Special to Sun
With more than 150 pieces – 520 tons – of steel and precast concrete planks now stretched across the Massachusetts Turnpike (Mass Pike/I-90), Boston’s first air-rights project in more than 40 years has now bridged across eight lanes of highway and two railroad tracks.
On Tuesday, June 7, Samuels & Associates, the developer of the Parcel 12 air-rights project, was joined by Gov. Charlie Baker, Lt. Gov. Karyn Polito, Boston Chief of Economic Opportunity and Inclusion Segun Idowu, and other state and local elected officials, community members, project team members, and workers from the building trades to celebrate this major construction milestone of Parcel 12.
The decking work has occurred over the past several months, building upon foundation and support walls surrounding the highway and MBTA commuter rail tracks that has been ongoing since 2020. The deck will become the foundation for a new half-acre public park and plaza, as well as 35,000 square feet of retail and restaurant space. The project also includes an adjacent office and life science building that will house the future global headquarters of CarGurus and a flagship citizenM hotel.
”At every level, this project reinforces the power of partnership. Our collaboration with the city and the state resulted in a design that will enable safer streets, more pedestrian- and bike-friendly environments, and better access to public transit, while also already creating a significantly improved onramp to the highway,” said Steve Samuels, chairman and principal of Samuels & Associates. “Our longstanding engagement with the Fenway and Back Bay communities, as well as the Citizens Advisory Committee, proffered our team the insights and feedback to turn a vision for a project that connected these two neighborhoods into something that will be a truly spectacular destination. And the work that our own team did – with each other, our anchor tenant CarGurus, and our construction partners – assured that we could launch this at the beginning of an unprecedented global pandemic, something that was not a certainty.”

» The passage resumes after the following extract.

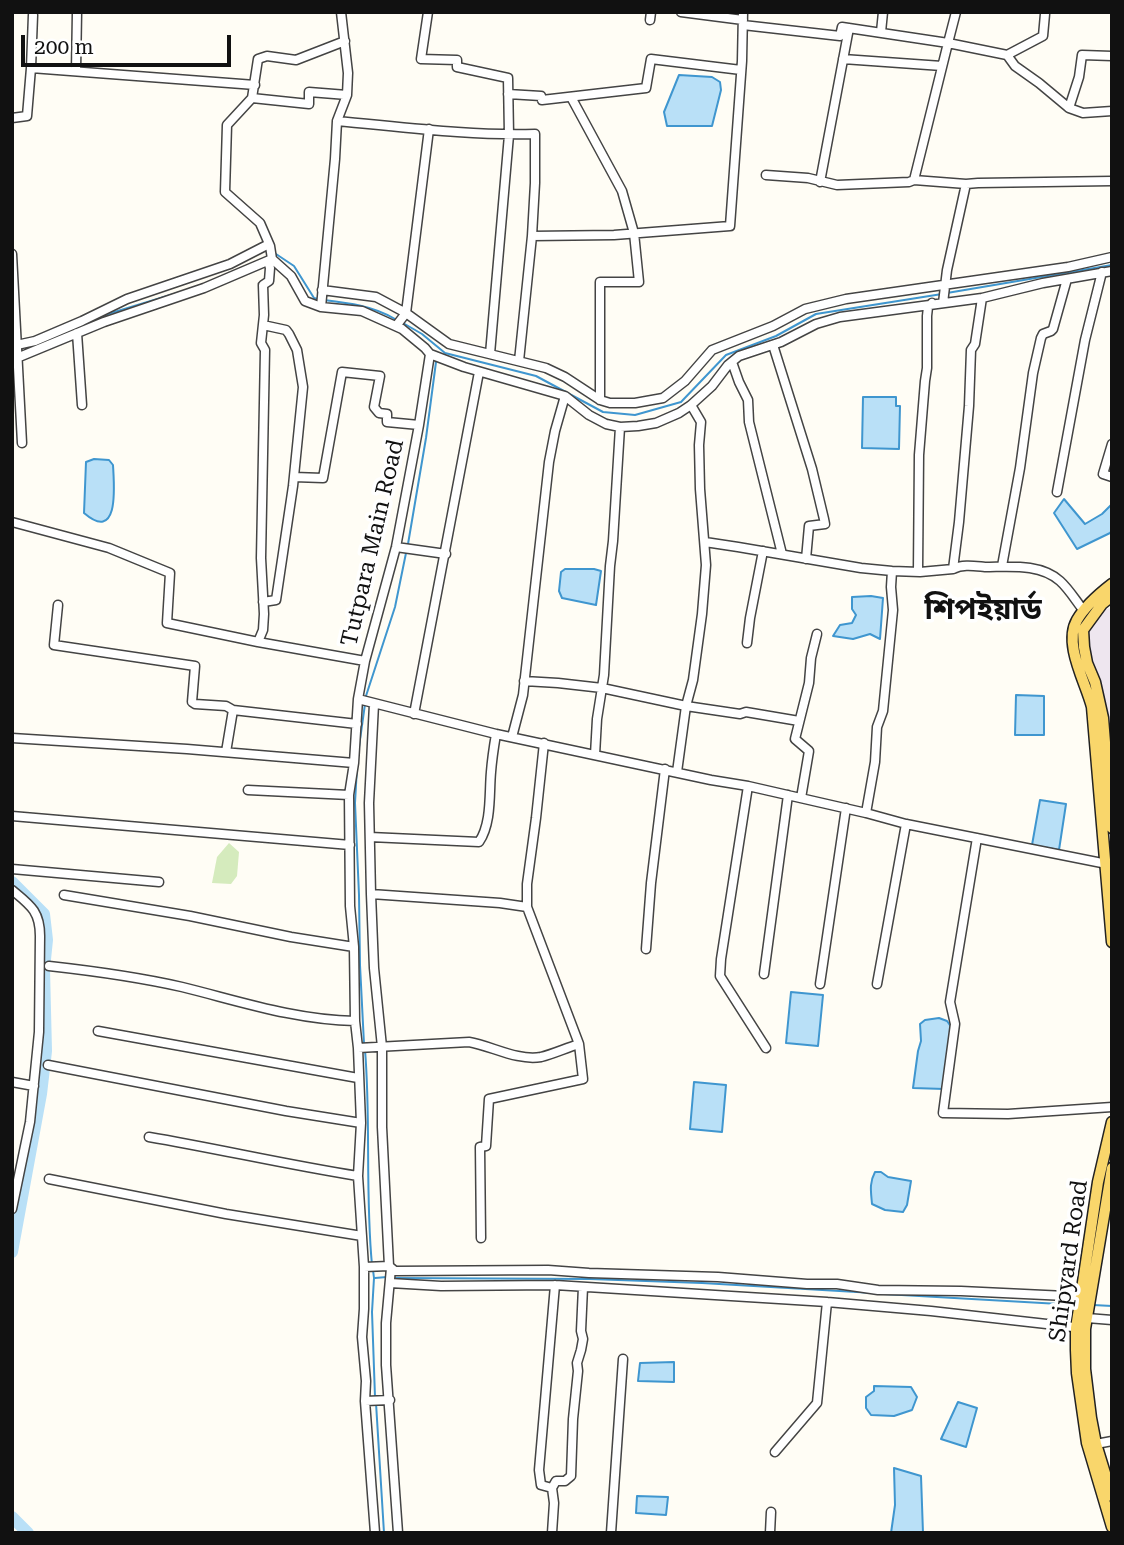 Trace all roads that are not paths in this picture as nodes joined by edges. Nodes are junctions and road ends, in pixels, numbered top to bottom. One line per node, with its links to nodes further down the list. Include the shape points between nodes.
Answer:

“The Parcel 12 project represents an outstanding public-private partnership that includes the Commonwealth of Massachusetts, the City of Boston, community leaders, and the team at Samuels & Associates,” said Gov. Charlie Baker. “Today’s milestone represents an incredible feat of engineering and lays the groundwork for the completion of this exciting project which will bring new economic opportunity, public transit improvements and infrastructure upgrades that will benefit the surrounding neighborhood.”
“This remarkable project is an important step forward for the residents of Boston, making our public spaces more welcoming, safe, and accessible for all. The new benefits of this project align with Mayor Michelle Wu’s commitment to improving infrastructure and revitalizing our neighborhoods as we emerge from the pandemic,” said Segun Idowu, Chief of Economic Opportunity and Inclusion. “I am grateful to Samuels & Associates, the residents of the Fenway and Back Bay communities, and our colleagues within the state government for their collaboration. This project proves that incredible feats can be achieved through authentic partnerships, and I look forward to seeing the positive impact it will have on the lives of our residents and our economy for years to come.”
“This location called out for improvements to the 1960s infrastructure to make it work for pedestrians, bicyclists and bus and Green Line riders. The many voices that contributed to this project assured that we made those street level improvements and connected them to a welcoming, half-acre civic plaza and open space on a deck over the highway. Now we’re well on our way to achieving all of that, plus building Boston’s first all-electric high-rise,” said Abe Menzin, the lead Samuels & Associates partner on the project. (The inclusion of the electrified high-rise in the final project was widely credited to the doggedness of Back Bay resident Jackie Royce.)
The half-acre of new civic space, at grade and fully accessible to the public along Massachusetts Avenue, will activate a barren stretch of Massachusetts Avenue and Boylston Street and create a focal point along the Newbury Street corridor. A landscaped open park along the project’s western edge was added in response to community input and will be a defining public feature of the enhanced Massachusetts Avenue corridor. Designed by architecture firm Elkus Manfredi, the plazas and related buildings will completely transform the ground-floor experience at this high-profile location.
“For more than a decade, residents of the Back Bay participated in an intense planning process to assure that we healed the scar created when the Mass. Pike was constructed. As the decking is completed, we can see the results of that hard work and already the intersection feels transformed,” said Meg Mainzer-Cohen, President and Executive Director of the Back Bay Association and member of the project’s Community Advisory Committee (CAC). “The community couldn’t have asked for a better partner than the Samuels team in this process. Every step of the way, our ideas were incorporated into the vision for the site. Today, we are one step closer to a welcoming new gateway to Boston and the Back Bay.”
Rep. Jon Santiago said, “This is much more than a building, a parcel, an edifice – it’s a vision….a vision that has been strengthened by the community.”
Likewise, Rep. Jay Livingstone said the project represents “good listening skills,” since the final project differs drastically from the initial drafts as it was shaped by community input.
City Councilor Kenize Bok said the project shows what can happen when city and stake work together on a common vision.
The building is expected to open in 2023.